Forum Discussion
Users can disable search
- Sep 10, 2019
Hi Jaroslav Karlik TonyRedmond et al,
We've reviewed further with those on our end already engaged on the issue - a continuing effort to adjust legacy settings to the cloud-first approach, evolving from on-premises roots. We've a planned fix soon to roll out that makes moot what you're discovering. Once fully in place, people will not be able to disable eDiscovery for their own OneDrive - even if they had disabled Search. It will be a sole action for admins. Appreciate the eyeballs and call to attention.
Thanks, Mark, on behalf of the OneDrive teamCc StephenRice
What about DLP ..which definitely rellies on content search??
We did have problems with some litigation cases and even MS support pointed us to fact user had disabled search. We requested a DCR from MS so maybe they already fixed it for eDiscovery ....

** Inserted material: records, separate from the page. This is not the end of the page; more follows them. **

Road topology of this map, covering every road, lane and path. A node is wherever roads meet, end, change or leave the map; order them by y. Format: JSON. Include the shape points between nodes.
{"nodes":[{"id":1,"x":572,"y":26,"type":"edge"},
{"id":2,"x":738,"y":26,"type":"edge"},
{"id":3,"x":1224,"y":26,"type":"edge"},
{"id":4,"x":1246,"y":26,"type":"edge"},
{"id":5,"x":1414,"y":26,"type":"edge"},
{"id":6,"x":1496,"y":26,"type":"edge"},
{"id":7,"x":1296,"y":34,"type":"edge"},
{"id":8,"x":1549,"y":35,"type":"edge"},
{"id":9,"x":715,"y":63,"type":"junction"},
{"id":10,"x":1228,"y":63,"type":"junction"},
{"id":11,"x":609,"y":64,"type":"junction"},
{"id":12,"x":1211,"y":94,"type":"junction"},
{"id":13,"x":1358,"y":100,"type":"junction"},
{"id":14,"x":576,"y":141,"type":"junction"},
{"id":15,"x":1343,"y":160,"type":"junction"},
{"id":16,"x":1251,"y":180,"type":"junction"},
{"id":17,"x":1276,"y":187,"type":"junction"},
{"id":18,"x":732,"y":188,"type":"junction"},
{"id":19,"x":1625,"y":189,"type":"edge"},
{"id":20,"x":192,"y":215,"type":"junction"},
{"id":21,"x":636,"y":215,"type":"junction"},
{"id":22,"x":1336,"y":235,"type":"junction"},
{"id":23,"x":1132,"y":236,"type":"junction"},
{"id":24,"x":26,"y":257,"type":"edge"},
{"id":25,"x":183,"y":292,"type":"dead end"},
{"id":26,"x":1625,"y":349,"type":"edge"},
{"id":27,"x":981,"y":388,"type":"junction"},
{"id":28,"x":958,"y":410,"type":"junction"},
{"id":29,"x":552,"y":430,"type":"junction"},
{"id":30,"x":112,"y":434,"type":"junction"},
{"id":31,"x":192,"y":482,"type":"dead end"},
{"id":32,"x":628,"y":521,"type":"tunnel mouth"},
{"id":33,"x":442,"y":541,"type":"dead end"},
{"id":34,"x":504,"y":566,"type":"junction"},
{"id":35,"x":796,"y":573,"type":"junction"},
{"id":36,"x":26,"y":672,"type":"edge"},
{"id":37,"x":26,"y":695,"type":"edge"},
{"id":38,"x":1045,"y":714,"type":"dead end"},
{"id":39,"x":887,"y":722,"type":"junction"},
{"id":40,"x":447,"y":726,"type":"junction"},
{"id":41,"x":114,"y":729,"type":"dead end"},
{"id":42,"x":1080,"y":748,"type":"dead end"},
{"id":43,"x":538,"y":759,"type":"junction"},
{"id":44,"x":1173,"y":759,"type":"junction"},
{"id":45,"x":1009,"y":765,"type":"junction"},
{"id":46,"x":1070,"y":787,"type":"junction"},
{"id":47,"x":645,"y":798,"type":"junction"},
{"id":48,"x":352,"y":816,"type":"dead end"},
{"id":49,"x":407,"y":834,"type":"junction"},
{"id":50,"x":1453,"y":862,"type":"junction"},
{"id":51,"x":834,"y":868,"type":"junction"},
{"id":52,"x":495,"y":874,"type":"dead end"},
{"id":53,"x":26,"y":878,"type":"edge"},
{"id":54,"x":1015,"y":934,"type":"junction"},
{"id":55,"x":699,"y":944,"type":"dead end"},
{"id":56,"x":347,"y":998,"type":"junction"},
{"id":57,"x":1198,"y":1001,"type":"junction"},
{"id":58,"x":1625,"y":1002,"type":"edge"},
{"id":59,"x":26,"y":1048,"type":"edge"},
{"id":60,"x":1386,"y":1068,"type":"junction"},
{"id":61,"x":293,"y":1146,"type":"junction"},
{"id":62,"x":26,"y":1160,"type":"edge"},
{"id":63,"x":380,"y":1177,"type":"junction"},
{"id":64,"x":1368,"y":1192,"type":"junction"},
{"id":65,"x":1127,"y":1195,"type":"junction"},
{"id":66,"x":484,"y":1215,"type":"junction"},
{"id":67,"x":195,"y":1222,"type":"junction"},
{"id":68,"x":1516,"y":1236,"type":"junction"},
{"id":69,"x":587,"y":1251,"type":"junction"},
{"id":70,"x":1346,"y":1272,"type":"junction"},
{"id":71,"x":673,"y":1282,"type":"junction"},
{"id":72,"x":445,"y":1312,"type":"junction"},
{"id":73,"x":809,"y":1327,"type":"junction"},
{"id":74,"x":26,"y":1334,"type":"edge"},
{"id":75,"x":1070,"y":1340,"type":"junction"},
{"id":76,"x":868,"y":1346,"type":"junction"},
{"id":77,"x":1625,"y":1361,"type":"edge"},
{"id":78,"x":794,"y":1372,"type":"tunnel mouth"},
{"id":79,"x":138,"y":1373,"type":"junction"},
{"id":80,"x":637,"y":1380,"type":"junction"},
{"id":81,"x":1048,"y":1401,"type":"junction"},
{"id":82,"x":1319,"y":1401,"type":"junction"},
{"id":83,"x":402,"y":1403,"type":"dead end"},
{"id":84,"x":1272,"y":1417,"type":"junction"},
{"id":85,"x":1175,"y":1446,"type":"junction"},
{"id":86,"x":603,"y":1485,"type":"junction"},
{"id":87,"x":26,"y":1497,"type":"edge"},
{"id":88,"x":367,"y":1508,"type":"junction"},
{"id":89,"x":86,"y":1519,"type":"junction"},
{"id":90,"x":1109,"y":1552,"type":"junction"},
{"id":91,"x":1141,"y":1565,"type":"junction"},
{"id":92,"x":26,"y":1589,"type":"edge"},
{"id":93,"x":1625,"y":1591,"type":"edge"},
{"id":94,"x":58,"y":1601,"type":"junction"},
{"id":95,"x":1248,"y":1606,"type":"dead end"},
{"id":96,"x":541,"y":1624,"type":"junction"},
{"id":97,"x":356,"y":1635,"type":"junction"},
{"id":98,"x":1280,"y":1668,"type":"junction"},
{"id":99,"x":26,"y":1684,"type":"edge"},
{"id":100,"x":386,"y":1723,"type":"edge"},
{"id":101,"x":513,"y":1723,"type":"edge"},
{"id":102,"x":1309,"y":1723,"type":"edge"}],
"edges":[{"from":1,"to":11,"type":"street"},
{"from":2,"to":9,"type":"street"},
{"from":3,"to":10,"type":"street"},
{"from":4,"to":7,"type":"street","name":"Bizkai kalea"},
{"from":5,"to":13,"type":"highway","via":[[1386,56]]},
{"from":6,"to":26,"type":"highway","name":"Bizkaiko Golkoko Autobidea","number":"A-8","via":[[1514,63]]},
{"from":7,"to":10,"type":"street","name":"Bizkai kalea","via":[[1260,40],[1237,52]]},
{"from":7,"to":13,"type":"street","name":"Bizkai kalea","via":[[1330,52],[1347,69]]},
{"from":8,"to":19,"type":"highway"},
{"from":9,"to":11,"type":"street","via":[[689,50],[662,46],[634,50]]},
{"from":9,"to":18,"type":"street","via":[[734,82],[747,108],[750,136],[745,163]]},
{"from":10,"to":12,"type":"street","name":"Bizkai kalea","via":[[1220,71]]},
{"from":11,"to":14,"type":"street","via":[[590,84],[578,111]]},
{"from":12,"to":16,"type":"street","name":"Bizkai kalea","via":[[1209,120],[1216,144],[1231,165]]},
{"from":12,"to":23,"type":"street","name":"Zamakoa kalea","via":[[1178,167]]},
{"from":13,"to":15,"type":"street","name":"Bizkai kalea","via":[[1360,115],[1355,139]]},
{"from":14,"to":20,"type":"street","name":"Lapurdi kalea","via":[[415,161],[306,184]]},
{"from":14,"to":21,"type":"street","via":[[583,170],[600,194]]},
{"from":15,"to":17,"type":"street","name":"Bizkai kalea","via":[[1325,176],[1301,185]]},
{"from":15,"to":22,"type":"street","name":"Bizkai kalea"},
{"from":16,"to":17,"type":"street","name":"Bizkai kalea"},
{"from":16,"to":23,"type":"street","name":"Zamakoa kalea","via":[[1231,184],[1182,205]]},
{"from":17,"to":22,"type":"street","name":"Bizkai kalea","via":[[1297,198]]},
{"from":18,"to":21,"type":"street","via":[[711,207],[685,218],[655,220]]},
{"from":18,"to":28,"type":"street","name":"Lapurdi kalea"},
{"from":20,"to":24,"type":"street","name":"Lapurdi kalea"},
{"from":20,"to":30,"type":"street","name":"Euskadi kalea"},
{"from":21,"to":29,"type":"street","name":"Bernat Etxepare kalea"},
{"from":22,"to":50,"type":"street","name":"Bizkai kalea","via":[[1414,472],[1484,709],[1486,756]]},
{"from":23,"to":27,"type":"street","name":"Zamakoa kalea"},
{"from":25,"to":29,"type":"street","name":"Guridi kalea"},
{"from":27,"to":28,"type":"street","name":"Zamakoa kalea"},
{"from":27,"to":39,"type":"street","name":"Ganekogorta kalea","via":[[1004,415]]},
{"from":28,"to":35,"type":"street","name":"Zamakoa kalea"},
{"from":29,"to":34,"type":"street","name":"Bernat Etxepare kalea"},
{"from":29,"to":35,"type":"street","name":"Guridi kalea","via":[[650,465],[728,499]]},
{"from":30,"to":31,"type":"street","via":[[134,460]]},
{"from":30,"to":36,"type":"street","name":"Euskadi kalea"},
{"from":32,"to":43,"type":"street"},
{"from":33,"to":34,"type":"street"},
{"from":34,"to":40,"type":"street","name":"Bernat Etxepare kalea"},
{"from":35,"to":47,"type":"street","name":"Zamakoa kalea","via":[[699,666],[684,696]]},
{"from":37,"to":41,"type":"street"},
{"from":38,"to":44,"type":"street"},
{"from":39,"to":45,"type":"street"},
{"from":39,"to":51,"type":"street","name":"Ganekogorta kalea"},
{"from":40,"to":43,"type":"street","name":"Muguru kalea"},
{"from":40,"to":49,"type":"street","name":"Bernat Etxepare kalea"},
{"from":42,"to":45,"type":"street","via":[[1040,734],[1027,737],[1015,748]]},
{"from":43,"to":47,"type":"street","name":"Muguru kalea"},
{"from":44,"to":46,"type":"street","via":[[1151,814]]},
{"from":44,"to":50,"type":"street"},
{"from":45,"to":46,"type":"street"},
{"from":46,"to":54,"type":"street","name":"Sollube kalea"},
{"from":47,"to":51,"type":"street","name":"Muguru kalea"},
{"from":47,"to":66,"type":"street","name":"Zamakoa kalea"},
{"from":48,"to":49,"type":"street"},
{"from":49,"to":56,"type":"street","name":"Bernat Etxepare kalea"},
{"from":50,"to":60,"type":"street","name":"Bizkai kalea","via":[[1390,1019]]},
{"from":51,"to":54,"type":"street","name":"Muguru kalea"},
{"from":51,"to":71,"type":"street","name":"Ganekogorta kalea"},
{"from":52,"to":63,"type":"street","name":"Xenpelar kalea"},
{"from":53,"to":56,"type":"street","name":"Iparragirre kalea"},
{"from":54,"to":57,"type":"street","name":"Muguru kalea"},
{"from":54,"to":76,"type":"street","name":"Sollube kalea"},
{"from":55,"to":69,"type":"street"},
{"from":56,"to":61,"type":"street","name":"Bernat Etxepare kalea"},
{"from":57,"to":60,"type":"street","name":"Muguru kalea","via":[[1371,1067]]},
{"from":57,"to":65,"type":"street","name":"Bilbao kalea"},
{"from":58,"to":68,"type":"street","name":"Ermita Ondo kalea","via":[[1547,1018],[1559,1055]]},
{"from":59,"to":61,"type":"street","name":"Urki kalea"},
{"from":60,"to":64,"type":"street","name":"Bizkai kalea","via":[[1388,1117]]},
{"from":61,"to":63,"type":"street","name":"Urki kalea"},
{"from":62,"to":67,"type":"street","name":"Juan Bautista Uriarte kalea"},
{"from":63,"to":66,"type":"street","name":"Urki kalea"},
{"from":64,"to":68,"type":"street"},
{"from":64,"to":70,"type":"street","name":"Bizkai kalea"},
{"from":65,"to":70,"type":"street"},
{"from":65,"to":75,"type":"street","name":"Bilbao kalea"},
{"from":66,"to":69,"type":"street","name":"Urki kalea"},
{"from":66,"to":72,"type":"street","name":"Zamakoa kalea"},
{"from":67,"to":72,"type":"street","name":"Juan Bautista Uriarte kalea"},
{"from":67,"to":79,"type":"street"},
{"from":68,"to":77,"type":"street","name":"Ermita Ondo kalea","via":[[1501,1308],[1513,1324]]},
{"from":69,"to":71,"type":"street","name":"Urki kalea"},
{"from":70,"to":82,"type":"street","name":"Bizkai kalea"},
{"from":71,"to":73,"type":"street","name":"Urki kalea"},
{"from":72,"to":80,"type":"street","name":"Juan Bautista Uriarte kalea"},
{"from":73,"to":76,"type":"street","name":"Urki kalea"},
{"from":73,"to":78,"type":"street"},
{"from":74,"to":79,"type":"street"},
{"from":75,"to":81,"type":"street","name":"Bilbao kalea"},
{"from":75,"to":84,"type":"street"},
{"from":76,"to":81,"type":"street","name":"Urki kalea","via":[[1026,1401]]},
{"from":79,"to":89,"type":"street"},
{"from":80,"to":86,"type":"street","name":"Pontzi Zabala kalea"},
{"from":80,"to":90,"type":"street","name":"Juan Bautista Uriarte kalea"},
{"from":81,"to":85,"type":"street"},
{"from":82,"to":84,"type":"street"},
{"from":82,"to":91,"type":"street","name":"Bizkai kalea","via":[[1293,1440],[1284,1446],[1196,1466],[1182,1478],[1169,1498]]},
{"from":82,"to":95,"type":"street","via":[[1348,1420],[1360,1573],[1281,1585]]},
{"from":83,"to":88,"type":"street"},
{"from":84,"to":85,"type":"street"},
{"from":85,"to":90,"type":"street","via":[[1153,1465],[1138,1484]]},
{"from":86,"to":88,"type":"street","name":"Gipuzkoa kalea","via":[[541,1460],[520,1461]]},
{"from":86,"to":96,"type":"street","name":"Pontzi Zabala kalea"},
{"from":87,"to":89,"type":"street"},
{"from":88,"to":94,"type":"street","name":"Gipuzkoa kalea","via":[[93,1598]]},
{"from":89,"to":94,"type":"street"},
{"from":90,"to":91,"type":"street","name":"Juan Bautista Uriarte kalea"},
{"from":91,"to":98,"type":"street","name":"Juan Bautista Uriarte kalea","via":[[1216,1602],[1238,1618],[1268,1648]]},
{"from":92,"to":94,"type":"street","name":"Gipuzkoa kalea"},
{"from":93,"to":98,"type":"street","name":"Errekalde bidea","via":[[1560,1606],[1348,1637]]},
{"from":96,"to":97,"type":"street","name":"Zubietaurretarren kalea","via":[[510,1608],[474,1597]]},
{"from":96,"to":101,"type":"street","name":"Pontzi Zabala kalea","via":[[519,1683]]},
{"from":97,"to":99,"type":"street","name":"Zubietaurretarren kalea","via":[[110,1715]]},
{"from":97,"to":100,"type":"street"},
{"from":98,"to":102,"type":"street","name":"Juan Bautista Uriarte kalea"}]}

I'm not saying I don't trust you, it actually sounds logical to me. Just want to verify it before I start pinging folks at Microsoft about it. So far I don't have any issues running eDiscovery searches against a user with search disabled, but I might simply be seeing results from the old index.
- VasilMichevSep 06, 2019MVP
So, after manually rebuilding the index for that user yesterday, I no longer get any results in eDiscovery. In other words, I can confirm the behavior.
Now, did you say that you have already filed a DCR with Microsoft about it and they have accepted it? Just so we know whether to harass some folks at Microsoft, or wait.
TonyRedmond FYI, as you don't seem to be getting my Teams messages 🙂
- TonyRedmondSep 06, 2019MVP
VasilMichev I'm not ignoring you, I am ignoring the news. This is old information because users have always been able to disable search for their personal OneDrive for Business site. As I recall, there was a bit of a ho-hah about this topic when Delve first appeared that subsequently died down.
Users have always had the ability to protect their information against search. For instance, they can simply ignore OneDrive for Business (the equivalent of keeping email in a PST). We might not like this, but they can. Another way is to protect the information with rights management, in which case search can only index the metadata and not the content of protected documents.
If someone has a real problem with this, they should file a User Voice and ask Microsoft for a tenant-wide control to stop users having the ability to access the Search and Offline capability of Site settings.
- TonyRedmondSep 06, 2019MVP
FWIW. I have let Microsoft know about the issue and we'll see what they say.